LET・MAPで、分類と処理方針を一括化する

STEP 6LET関数で値と分類に名前を付ける

分類式は長くなりやすいため、LET関数で元データと数値化後の値へ名前を付けると読みやすくなります。

D2 =LET(value,C2,IFERROR(IF(ISNUMBER(value),IF(value=0,"ゼロ","数値"),IF(value="","空白","欠損")),"欠損"))

ここでは、数値化後の値をvalueとして定義しています。LETによって結果が変わるわけではありませんが、何を判定しているか追いやすくなります。

STEP 7MAP関数でB2:C10を一度に分類する

F1に「MAP分類」と入力し、F2へ次の数式を入力します。

F2 =MAP(B2:B10,C2:C10,LAMBDA(raw,value,IFERROR(IF(ISNUMBER(value),IF(value=0,"ゼロ","数値"),IF(value="","空白","欠損")),"欠損")))

結果はF2:F10へスピルします。分類規則を一つの式にまとめることで、欠損理由を追加した場合の修正箇所を限定できます。

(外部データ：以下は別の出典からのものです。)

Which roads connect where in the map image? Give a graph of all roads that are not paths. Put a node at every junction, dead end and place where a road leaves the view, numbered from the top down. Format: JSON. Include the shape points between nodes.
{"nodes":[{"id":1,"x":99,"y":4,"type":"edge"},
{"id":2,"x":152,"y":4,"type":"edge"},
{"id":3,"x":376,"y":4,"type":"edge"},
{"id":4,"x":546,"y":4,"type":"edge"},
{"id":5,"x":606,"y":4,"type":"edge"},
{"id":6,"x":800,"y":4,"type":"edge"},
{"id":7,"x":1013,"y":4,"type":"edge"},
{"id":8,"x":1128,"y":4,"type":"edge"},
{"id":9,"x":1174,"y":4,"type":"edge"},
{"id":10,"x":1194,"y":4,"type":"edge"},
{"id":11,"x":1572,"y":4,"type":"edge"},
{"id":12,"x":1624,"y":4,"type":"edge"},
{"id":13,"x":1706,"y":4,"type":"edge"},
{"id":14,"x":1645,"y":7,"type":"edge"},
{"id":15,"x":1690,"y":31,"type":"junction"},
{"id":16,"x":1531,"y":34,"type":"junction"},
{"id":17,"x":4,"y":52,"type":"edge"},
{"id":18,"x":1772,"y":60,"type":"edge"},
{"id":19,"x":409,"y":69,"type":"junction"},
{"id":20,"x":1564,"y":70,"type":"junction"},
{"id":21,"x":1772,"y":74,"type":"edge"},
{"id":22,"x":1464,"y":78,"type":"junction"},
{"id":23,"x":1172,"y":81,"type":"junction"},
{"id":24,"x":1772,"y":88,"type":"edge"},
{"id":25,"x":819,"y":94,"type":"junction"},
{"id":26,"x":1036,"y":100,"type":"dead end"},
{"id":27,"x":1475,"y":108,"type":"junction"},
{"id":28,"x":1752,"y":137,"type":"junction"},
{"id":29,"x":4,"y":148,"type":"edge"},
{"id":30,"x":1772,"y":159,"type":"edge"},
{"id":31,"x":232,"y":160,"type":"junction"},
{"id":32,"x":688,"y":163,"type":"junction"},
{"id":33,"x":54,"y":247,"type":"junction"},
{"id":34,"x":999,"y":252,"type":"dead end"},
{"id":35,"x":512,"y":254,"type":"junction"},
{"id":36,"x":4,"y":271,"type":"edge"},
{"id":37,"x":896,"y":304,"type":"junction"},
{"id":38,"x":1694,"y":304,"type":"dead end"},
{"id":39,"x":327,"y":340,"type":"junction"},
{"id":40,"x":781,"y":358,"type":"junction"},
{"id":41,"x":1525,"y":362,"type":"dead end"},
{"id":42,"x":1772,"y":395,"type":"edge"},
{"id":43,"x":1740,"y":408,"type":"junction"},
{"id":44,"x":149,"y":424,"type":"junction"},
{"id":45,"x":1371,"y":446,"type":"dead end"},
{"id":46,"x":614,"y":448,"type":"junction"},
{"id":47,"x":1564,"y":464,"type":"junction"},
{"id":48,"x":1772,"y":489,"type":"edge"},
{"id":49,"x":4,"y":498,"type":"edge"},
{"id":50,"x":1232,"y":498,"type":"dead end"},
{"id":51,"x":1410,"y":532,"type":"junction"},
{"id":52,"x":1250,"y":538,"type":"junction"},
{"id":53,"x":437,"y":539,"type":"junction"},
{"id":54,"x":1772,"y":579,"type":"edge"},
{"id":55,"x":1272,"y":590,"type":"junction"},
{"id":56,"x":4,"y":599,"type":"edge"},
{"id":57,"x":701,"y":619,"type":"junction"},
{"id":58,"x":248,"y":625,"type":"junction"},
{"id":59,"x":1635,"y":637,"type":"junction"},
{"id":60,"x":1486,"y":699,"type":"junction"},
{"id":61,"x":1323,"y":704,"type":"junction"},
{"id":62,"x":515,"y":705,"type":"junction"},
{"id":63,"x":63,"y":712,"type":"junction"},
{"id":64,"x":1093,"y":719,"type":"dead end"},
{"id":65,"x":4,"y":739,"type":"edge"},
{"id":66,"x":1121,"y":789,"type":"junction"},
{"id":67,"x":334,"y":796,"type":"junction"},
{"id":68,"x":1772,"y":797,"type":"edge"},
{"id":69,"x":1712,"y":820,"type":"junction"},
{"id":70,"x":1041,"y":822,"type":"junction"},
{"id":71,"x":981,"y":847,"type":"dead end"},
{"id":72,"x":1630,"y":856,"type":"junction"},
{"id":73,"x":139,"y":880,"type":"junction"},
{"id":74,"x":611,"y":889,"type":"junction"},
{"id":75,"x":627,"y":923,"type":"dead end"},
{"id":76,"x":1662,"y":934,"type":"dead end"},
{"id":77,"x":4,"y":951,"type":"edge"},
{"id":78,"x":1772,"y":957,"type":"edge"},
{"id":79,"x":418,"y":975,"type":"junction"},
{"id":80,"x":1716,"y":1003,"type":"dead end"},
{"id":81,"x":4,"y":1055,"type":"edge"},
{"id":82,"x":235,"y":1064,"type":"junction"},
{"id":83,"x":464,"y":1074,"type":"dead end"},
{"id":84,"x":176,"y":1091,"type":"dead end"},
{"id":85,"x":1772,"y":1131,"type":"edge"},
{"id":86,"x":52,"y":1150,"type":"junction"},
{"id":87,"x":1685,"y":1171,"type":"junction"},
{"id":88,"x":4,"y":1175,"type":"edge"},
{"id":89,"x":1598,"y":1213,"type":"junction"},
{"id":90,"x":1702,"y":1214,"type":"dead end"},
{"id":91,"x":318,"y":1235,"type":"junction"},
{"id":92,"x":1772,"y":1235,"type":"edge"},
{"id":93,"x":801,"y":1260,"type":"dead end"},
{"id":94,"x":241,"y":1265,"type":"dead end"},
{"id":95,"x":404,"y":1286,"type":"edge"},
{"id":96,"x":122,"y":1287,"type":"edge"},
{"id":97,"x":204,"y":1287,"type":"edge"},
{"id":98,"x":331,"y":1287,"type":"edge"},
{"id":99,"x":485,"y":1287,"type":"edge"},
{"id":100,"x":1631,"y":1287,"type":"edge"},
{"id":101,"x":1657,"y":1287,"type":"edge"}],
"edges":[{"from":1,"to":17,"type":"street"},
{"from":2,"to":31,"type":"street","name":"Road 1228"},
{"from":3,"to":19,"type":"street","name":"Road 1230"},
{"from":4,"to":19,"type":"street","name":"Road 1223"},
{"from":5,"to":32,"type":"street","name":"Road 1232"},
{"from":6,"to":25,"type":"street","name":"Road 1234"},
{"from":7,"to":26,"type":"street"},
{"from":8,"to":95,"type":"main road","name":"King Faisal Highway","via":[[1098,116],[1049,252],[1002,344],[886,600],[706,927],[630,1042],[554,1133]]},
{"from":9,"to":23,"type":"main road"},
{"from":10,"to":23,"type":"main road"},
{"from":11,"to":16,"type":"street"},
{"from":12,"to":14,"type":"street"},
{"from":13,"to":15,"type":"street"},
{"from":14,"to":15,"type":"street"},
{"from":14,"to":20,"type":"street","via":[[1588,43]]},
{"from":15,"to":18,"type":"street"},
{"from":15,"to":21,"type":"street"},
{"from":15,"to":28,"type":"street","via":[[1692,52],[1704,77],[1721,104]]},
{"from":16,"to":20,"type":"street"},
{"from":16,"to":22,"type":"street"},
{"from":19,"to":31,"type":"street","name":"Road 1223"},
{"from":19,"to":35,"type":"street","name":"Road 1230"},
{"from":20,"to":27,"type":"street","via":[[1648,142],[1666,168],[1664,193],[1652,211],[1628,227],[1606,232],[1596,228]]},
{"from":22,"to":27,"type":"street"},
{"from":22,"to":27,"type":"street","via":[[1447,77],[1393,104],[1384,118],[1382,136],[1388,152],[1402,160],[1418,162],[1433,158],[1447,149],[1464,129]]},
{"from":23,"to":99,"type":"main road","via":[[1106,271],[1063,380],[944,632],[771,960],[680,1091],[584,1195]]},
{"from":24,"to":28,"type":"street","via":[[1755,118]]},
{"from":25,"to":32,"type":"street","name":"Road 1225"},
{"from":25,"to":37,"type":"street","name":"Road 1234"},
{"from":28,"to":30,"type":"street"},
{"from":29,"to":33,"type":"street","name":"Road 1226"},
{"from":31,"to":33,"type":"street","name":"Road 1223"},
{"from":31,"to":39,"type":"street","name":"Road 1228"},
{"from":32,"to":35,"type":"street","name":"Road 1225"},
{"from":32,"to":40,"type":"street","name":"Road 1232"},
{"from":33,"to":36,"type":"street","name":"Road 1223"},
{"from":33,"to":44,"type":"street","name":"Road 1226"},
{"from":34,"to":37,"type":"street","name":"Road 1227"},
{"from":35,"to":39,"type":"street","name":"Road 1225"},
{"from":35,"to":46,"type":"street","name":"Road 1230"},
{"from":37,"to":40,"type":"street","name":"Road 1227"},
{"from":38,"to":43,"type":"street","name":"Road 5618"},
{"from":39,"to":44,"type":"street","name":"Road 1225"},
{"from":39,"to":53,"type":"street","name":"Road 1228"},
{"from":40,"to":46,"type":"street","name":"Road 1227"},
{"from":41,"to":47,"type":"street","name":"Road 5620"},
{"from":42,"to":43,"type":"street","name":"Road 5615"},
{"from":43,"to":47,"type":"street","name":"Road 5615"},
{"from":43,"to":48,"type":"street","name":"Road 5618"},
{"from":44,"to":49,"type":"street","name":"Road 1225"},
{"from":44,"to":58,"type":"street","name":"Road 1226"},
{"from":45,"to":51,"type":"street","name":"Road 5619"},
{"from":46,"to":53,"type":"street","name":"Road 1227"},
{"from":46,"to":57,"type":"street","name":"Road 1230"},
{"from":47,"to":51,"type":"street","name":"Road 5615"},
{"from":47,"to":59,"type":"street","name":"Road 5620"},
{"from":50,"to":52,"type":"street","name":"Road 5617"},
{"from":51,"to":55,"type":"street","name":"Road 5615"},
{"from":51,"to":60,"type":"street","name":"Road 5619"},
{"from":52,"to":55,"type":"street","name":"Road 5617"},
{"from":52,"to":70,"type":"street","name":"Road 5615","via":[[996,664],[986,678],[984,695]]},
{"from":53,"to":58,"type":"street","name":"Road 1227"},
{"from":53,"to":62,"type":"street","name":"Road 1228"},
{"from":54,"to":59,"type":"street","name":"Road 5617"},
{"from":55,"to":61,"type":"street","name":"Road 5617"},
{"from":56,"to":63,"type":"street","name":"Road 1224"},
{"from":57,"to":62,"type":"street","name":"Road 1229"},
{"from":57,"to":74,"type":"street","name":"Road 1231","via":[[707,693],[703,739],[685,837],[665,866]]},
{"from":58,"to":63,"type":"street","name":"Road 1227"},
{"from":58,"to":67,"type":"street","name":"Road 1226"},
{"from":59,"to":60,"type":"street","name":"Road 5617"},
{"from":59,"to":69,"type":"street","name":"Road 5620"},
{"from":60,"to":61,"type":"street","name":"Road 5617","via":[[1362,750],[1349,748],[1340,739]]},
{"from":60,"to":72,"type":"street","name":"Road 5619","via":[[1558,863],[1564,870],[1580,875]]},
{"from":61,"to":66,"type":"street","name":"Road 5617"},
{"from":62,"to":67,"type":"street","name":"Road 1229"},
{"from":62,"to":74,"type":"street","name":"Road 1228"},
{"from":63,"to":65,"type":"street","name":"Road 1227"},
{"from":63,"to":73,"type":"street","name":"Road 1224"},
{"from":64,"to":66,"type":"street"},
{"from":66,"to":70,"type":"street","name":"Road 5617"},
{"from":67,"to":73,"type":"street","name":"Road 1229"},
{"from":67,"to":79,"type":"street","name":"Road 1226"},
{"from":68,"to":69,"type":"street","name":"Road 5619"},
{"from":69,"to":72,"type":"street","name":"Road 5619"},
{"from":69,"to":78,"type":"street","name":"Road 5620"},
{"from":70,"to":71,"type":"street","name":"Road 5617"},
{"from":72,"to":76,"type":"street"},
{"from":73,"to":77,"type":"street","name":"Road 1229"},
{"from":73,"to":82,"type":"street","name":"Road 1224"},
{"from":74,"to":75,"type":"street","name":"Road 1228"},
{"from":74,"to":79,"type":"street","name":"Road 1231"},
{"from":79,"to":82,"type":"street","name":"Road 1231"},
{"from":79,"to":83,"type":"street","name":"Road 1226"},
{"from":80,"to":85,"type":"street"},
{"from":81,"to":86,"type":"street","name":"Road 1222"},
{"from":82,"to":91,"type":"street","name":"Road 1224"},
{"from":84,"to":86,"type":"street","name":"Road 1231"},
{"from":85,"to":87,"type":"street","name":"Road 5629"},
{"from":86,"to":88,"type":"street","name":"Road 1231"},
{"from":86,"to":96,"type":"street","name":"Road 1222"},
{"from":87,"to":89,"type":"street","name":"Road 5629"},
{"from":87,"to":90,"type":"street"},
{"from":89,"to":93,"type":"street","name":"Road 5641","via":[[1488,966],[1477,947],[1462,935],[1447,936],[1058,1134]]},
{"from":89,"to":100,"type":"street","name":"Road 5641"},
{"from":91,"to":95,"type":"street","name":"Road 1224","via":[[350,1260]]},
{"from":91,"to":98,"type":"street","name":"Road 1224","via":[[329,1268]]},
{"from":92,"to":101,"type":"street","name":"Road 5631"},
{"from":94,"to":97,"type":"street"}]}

※MAP関数を利用できないExcelでは、STEP 6の数式を各行へコピーしてください。

0、空白、欠損を別々に検証する

STEP 8集計前に件数を確認する

最後に、分類列を使って件数を確認します。

数値の件数 =COUNTIF(D2:D10,"数値")
0の件数 =COUNTIF(D2:D10,"ゼロ")
空白の件数 =COUNTIF(D2:D10,"空白")
欠損の件数 =COUNTIF(D2:D10,"欠損")

このサンプルでは、数値が3件、0が2件、空白が1件、欠損が3件です。数値3件とゼロ2件を合わせた5件が集計対象となります。0を欠損に含めてしまうと、有効な0の情報が消えてしまいます。

IMPORTANT

集計前に、0の件数と欠損の件数を別々に確認します。0が多いデータなのか、欠損が多いデータなのかで、解釈は大きく変わります。

まとめ ―― 欠損を0にする前に、0の意味を確認する

本稿ではA2:C10の同じサンプルデータを使い、0、空白、未回答、対象外、未測定、#N/Aを分けて扱う方法を確認しました。

数値化 =IF(ISNUMBER(B2),B2,IF(B2="", "",NA()))
分類 =IFERROR(IF(ISNUMBER(C2),IF(C2=0,"ゼロ","数値"),IF(C2="","空白","欠損")),"欠損")
数値のみ平均 =AVERAGE(FILTER(C2:C10,ISNUMBER(C2:C10))) → 71
欠損を0扱い =AVERAGE(IFERROR(IF(C2:C10="",0,C2:C10),0)) → 39.44
MAP分類 =MAP(B2:B10,C2:C10,LAMBDA(raw,value,...))
  1. 0:値が0であることを示す有効なデータ。欠損ではない。
  2. 空白:未入力、入力漏れ、まだ分からない値として確認する。
  3. 未回答:回答が得られなかった値。回答率の計算では分母・分子の扱いを決める。
  4. 対象外:質問や測定の対象ではない値。母数から除外する場合がある。
  5. 未測定:測定されていない値。再測定できるか確認する。
  6. #N/A:数値化できないことを明示するエラー値。グラフや集計の扱いに注意する。
  7. 検証:集計前に、数値、0、空白、欠損の件数を別々に確認する。

欠損値とゼロを区別する目的は、セルをきれいに埋めることではありません。値が0だったのか、値が得られなかったのかを区別し、分析結果を誤って解釈しないようにすることが重要です。